Ziel des Workshops war es, dass jeder Berater möglichst genug fachliches Know-how sammelt, um sämtliche Kundenberatungen ohne Hilfe von außen qualifiziert durchführen zu können. Nur in besonders kritischen bzw. sensiblen Einzelfällen wurde die Beratung - in Kooperation mit dem zuständigen Kundenbetreuer - durch den Sachverständigen durchgeführt bzw. begleitet.

Beispiele hierfür sind:

  • sehr gut informierte und kritische Kunden

  • Kunden mit sehr hohen Anlagesummen

  • Kunden mit besonderer öffentlicher Reputation oder Position.
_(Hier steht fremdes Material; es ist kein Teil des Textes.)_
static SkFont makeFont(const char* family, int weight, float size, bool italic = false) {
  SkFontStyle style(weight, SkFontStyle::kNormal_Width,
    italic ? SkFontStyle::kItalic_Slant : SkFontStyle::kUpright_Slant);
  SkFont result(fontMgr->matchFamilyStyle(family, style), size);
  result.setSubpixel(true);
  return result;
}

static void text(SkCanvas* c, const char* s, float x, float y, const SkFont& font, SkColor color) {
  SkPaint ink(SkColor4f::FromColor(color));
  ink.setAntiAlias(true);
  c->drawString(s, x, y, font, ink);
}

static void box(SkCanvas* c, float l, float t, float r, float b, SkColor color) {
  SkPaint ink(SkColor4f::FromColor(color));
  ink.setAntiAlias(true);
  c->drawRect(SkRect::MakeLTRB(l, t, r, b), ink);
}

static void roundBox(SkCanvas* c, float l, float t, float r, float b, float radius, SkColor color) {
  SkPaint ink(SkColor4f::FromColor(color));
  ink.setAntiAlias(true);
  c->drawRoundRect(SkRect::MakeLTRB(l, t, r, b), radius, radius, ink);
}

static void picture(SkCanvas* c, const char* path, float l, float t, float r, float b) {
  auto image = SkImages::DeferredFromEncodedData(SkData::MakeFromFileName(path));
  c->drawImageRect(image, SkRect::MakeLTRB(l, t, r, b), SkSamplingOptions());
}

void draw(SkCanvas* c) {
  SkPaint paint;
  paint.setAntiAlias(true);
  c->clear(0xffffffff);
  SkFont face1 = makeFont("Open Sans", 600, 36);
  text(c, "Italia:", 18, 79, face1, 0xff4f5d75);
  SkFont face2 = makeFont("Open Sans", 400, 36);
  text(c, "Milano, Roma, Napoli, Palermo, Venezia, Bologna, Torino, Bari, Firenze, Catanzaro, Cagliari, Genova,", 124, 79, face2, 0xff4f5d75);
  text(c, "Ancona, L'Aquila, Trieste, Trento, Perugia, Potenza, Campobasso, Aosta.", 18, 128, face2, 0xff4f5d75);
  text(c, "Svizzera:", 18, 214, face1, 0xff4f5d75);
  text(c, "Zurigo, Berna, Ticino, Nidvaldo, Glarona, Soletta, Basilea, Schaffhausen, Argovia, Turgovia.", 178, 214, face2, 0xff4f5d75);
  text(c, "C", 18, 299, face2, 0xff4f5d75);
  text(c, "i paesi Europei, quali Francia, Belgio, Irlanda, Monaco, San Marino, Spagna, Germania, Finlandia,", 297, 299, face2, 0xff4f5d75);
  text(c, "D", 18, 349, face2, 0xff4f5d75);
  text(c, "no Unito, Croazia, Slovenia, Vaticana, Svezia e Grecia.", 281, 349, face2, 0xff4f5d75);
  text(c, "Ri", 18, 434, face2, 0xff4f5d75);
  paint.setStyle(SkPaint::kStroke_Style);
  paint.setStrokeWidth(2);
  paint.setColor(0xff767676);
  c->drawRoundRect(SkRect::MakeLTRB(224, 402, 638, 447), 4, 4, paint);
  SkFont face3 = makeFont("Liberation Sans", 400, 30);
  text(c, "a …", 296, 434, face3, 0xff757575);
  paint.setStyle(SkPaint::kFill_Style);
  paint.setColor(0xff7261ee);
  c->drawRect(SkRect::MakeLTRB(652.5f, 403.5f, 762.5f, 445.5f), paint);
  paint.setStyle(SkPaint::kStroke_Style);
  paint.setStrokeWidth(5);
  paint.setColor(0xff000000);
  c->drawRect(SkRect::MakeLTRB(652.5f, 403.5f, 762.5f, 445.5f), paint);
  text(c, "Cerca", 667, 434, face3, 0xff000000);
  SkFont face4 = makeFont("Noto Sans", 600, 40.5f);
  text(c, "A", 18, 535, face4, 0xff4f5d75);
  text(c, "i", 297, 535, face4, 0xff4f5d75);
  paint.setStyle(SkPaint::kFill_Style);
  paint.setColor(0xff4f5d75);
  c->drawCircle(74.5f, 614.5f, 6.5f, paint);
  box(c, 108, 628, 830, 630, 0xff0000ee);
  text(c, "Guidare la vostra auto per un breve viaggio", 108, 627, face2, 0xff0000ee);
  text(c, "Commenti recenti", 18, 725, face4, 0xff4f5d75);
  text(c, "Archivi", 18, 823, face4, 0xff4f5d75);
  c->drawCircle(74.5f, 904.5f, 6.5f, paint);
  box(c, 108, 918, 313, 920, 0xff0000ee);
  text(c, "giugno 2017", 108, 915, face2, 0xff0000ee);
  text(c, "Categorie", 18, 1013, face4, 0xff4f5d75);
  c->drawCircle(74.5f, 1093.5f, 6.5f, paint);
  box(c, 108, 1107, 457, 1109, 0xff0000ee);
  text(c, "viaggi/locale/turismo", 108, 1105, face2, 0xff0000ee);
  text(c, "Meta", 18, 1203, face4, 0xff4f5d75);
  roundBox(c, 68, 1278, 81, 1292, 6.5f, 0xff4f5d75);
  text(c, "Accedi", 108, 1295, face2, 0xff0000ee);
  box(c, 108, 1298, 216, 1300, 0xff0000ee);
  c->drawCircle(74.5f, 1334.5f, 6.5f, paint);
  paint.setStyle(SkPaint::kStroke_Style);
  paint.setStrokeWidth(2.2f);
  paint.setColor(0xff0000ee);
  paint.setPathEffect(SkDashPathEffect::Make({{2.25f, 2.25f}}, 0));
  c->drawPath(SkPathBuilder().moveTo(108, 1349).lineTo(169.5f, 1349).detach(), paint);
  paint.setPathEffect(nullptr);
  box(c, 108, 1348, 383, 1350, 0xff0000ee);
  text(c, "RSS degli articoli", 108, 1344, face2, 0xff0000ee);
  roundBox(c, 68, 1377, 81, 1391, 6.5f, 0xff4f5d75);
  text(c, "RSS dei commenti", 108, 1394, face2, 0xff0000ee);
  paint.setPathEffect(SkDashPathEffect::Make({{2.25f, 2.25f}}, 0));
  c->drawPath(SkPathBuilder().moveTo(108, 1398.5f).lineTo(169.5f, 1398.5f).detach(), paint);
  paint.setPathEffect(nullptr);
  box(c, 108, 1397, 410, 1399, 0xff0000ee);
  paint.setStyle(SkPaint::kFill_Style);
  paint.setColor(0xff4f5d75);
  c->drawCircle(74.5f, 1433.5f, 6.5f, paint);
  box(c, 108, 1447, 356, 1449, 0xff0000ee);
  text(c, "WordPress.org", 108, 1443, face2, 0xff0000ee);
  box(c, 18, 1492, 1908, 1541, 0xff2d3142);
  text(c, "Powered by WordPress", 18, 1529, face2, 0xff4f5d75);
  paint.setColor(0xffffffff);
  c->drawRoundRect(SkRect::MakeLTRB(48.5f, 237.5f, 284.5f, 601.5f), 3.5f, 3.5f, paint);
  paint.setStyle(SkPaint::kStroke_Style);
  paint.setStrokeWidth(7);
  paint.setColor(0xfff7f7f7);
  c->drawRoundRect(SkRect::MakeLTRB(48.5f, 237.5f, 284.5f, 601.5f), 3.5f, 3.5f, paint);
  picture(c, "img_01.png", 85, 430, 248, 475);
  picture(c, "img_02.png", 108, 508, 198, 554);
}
Auch ein Aufsichtsrat der Bank hatte in einige Schiffsfonds investiert. Hier galt es auch zu verhindern, dass dessen eventuelle Unzufriedenheit über seine Meinungs- und Stimmbeeinflussung im Aufsichtsrat negativ auf den Bankvorstand zurückfiel. Nach Abschluss der Kundenberatungen sind weiterführende Maßnahmen zur Kundenbetreuung und auch Neukundengewinnung im Zusammenhang mit Schiffsfonds denkbar. Dabei ist jedoch nicht der Absatz neuer Schiffsbeteiligungen das Ziel.

Generelle Vorschläge für den Umgang mit Kunden im Überblick: 

Es wurde ein Maßnahmenpaket beschlossen, das dem Bedarf der Bank im vorgestellten Fall so individuell wie möglich entsprechen sollte:

  • Schulung aller Berater, die Kunden mit Schiffsfonds betreuen

  • Erarbeitung einer geeigneten Vorgehensweise in der Kundenansprache/ -beratung gemeinsam durch Berater und Schiffsfonds-Sachverständigen (insbesondere auch Beratungshaftungsaspekte, -dokumentation)

  • Umfassende Beratung aller ausgewählten Schiffsfonds-Anleger

  • In besonders schwierigen Fällen kann eine Beratungsbegleitung durch den unabhängigen Sachverständigen erfolgen.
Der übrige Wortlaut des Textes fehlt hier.